*** Input records ***

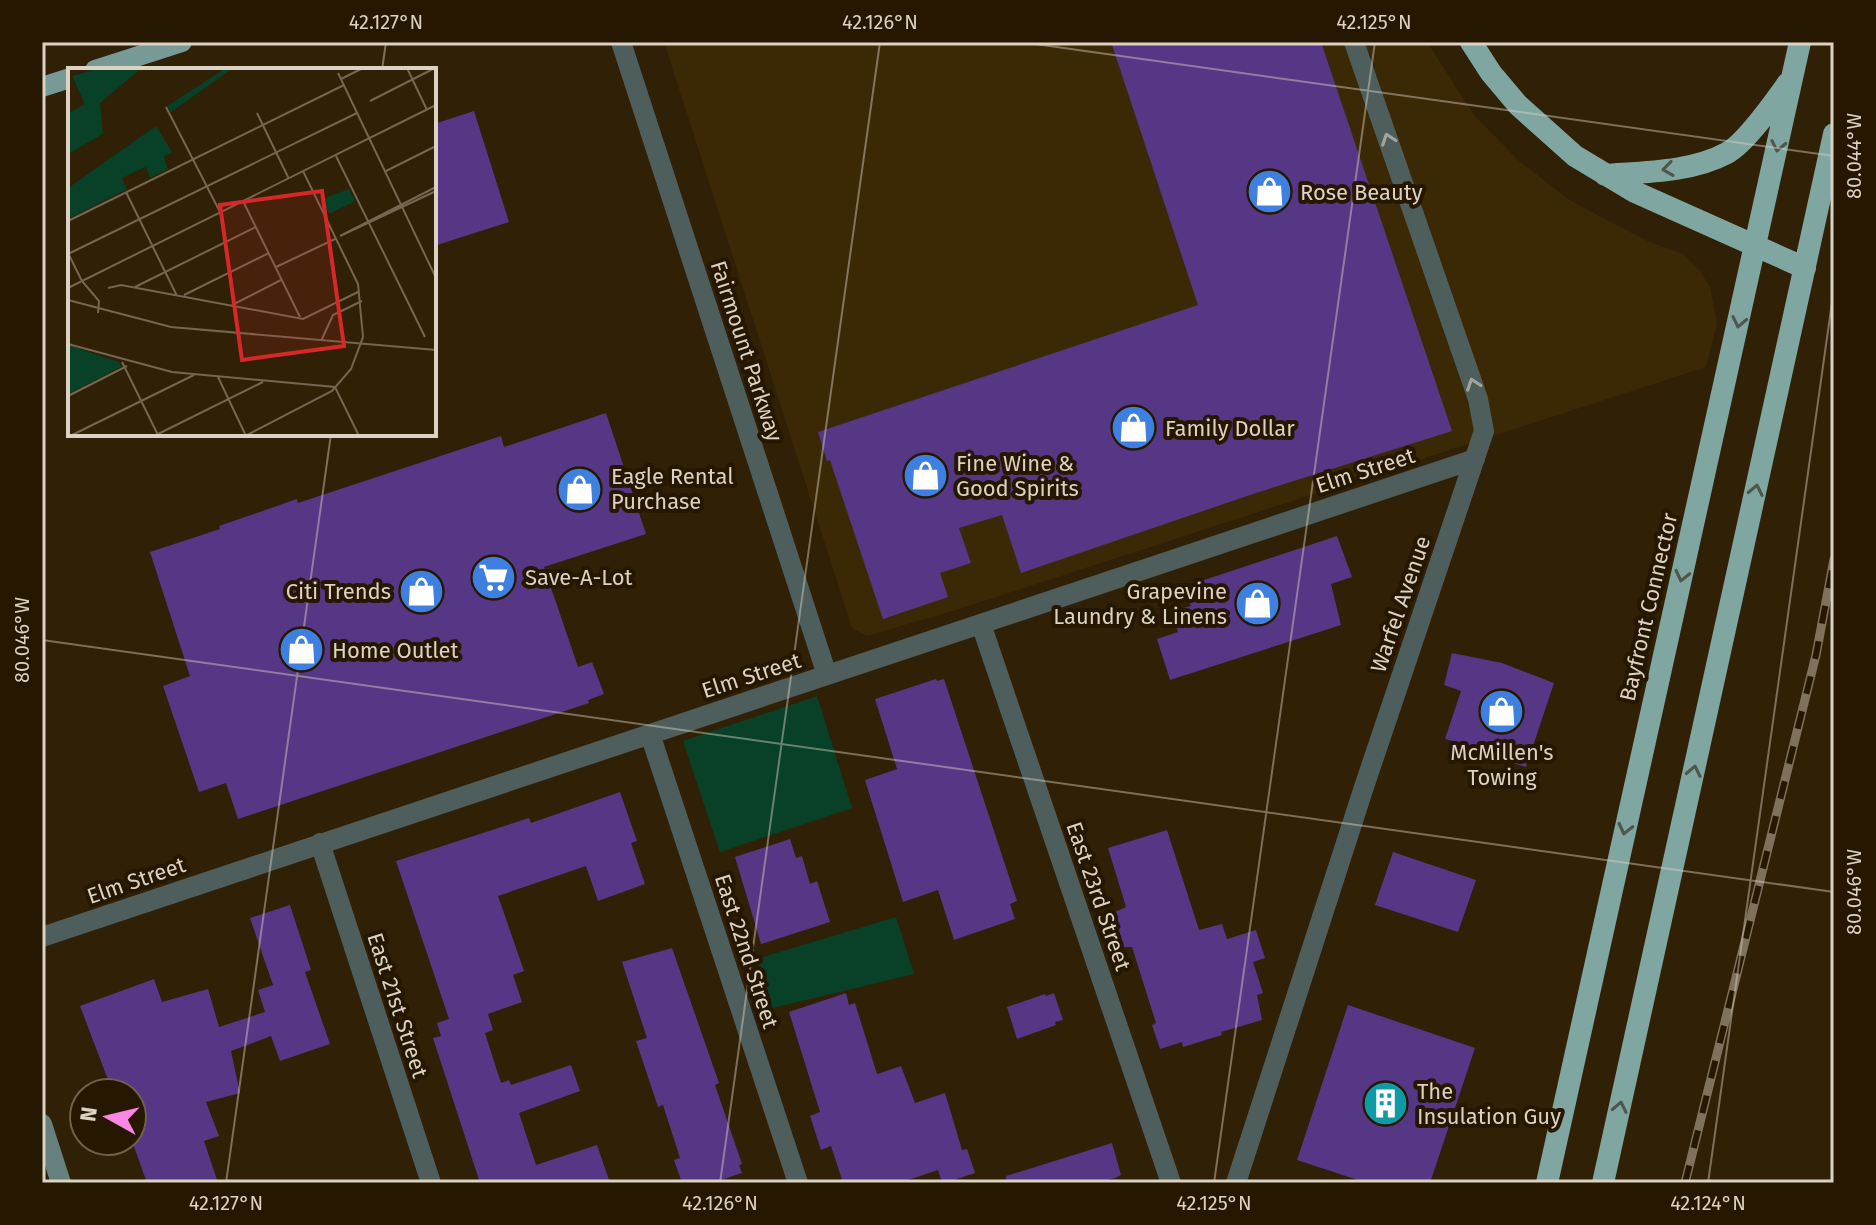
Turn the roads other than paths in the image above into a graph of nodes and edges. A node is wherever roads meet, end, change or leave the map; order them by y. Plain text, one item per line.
1 (182, 42) edge
2 (621, 42) edge
3 (1354, 42) edge
4 (1471, 42) edge
5 (1800, 42) edge
6 (101, 68) edge
7 (1792, 78) junction
8 (68, 79) edge
9 (42, 87) edge
10 (1834, 134) edge
11 (1604, 175) junction
12 (1755, 246) junction
13 (1805, 268) junction
14 (1475, 459) junction
15 (981, 624) junction
16 (827, 675) junction
17 (650, 734) junction
18 (320, 843) junction
19 (42, 937) edge
20 (42, 1124) edge
21 (61, 1183) edge
22 (431, 1183) edge
23 (798, 1183) edge
24 (1171, 1183) edge
25 (1236, 1183) edge
26 (1547, 1183) edge
27 (1603, 1183) edge

1 - 6 main road
2 - 16 street, Fairmount Parkway
14 -> 3 street, Warfel Avenue
4 - 11 highway
5 - 7 highway, Bayfront Connector
7 -> 11 highway
7 -> 12 highway, Bayfront Connector
8 - 9 main road
10 - 13 highway
11 - 12 highway
12 - 13 highway
12 -> 26 highway, Bayfront Connector
27 -> 13 highway
14 - 15 street, Elm Street
14 - 25 street, Warfel Avenue
15 - 16 street, Elm Street
15 - 24 street, East 23rd Street
16 - 17 street, Elm Street
17 - 18 street, Elm Street
17 - 23 street, East 22nd Street
18 - 19 street, Elm Street
18 - 22 street, East 21st Street
20 - 21 main road

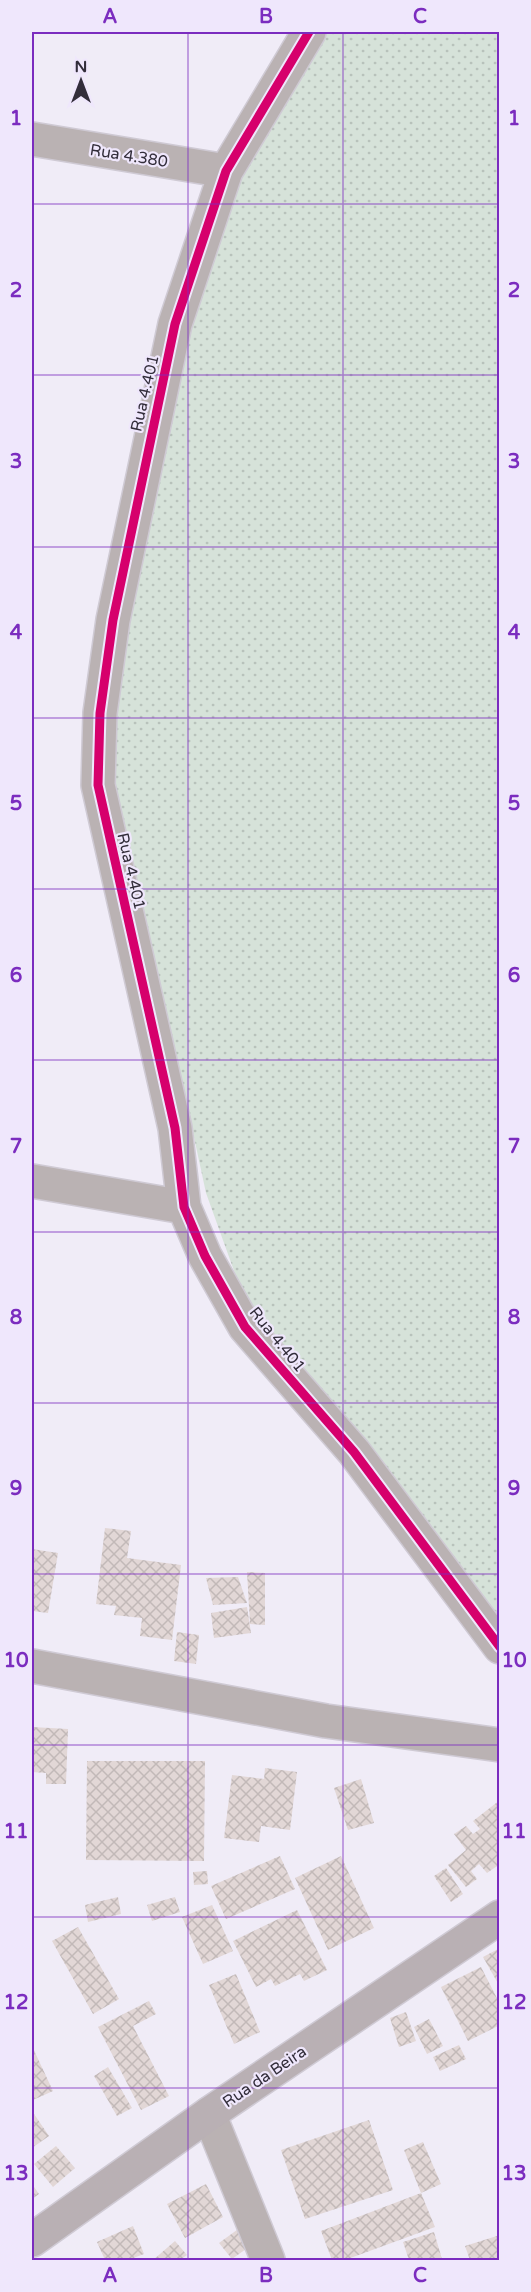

*** End of Input records ***

▶ [Description of the task]:
Restate the entries above word for word, minus the pictures.

▶ [Solved problem]:
Turn the roads other than paths in the image above into a graph of nodes and edges. A node is wherever roads meet, end, change or leave the map; order them by y. Plain text, one item per line.
1 (182, 42) edge
2 (621, 42) edge
3 (1354, 42) edge
4 (1471, 42) edge
5 (1800, 42) edge
6 (101, 68) edge
7 (1792, 78) junction
8 (68, 79) edge
9 (42, 87) edge
10 (1834, 134) edge
11 (1604, 175) junction
12 (1755, 246) junction
13 (1805, 268) junction
14 (1475, 459) junction
15 (981, 624) junction
16 (827, 675) junction
17 (650, 734) junction
18 (320, 843) junction
19 (42, 937) edge
20 (42, 1124) edge
21 (61, 1183) edge
22 (431, 1183) edge
23 (798, 1183) edge
24 (1171, 1183) edge
25 (1236, 1183) edge
26 (1547, 1183) edge
27 (1603, 1183) edge

1 - 6 main road
2 - 16 street, Fairmount Parkway
14 -> 3 street, Warfel Avenue
4 - 11 highway
5 - 7 highway, Bayfront Connector
7 -> 11 highway
7 -> 12 highway, Bayfront Connector
8 - 9 main road
10 - 13 highway
11 - 12 highway
12 - 13 highway
12 -> 26 highway, Bayfront Connector
27 -> 13 highway
14 - 15 street, Elm Street
14 - 25 street, Warfel Avenue
15 - 16 street, Elm Street
15 - 24 street, East 23rd Street
16 - 17 street, Elm Street
17 - 18 street, Elm Street
17 - 23 street, East 22nd Street
18 - 19 street, Elm Street
18 - 22 street, East 21st Street
20 - 21 main road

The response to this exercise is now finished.